Picketing in the New Economy
70 Pages Posted: 28 Jun 2017 Last revised: 12 Apr 2019
Date Written: June 26, 2017
The rise of the contingent and gig economies and of outsourced and subcontracted work has left many workers with insufficient bargaining power to successfully negotiate collective bargaining agreements with their direct employers. This problem is exacerbated by a statutory ban on worker picketing and boycotts of non-employers, or “secondaries,” even where those employers: collude with direct employers on wage-fixing or the suppression of union activity; have monopsony power over direct employers; or have substantial indirect control over worker wages through contractual arrangements.

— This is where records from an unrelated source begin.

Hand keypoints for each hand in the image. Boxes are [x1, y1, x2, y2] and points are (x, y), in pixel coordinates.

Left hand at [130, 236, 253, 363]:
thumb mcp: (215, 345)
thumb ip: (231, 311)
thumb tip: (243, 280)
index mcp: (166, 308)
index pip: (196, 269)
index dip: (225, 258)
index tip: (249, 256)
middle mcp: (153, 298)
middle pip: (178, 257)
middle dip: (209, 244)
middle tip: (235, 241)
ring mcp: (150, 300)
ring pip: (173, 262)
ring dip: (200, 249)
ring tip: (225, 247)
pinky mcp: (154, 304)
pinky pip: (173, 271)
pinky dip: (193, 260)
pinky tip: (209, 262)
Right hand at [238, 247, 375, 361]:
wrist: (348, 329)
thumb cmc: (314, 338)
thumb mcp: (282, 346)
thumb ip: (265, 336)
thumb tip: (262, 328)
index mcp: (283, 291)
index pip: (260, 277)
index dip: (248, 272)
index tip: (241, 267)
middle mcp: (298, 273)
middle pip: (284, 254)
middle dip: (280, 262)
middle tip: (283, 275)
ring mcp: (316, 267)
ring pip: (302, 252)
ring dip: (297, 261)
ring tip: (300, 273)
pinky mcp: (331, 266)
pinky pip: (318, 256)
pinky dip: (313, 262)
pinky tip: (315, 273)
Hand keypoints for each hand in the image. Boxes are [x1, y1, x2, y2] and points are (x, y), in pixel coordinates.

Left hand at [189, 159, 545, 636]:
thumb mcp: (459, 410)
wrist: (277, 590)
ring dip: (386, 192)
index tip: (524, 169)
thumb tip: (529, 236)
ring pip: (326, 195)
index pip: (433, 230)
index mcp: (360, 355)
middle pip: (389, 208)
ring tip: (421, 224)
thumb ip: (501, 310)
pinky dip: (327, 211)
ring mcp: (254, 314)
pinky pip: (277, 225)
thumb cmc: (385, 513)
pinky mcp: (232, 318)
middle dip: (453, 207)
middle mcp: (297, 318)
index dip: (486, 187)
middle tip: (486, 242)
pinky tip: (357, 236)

This Article is a crucial intervention in modernizing the labor law on worker picketing in the New Economy. It first outlines the current distinction between direct and “secondary” employers under the National Labor Relation Act’s secondary picketing ban. It then provides an overview of New Economy work arrangements and developments in economic theory necessary for updating the law on this distinction and for developing the economic expertise of judicial and administrative labor regulation. The Article then proposes unified principles for measuring labor law’s success under New Economy work structures. These principles align expressive and associational values with achieving economically efficient and distributional outcomes for labor and capital.
On this foundation, the Article assesses current law on the primary-secondary distinction and finds it deficient under these principles. It puts forward instead an economic effects-based standard that would make a defense to secondary picketing available where employees can demonstrate, through economic evidence, that a secondary target – whether through contractual agreements with a direct employer, monopsony power, or oligopolistic collusion – has sufficient market power to determine the wages or working conditions of picketing workers. The rule would dramatically benefit employees in the “fissured” workplace by providing a tool to correct for unequal bargaining power between workers and their employers. Remedying this imbalance can enhance protections for the expressive activity and self-determination critical for democratic and civil society values and reverse the adverse microeconomic wage effects and distributive consequences of the current law.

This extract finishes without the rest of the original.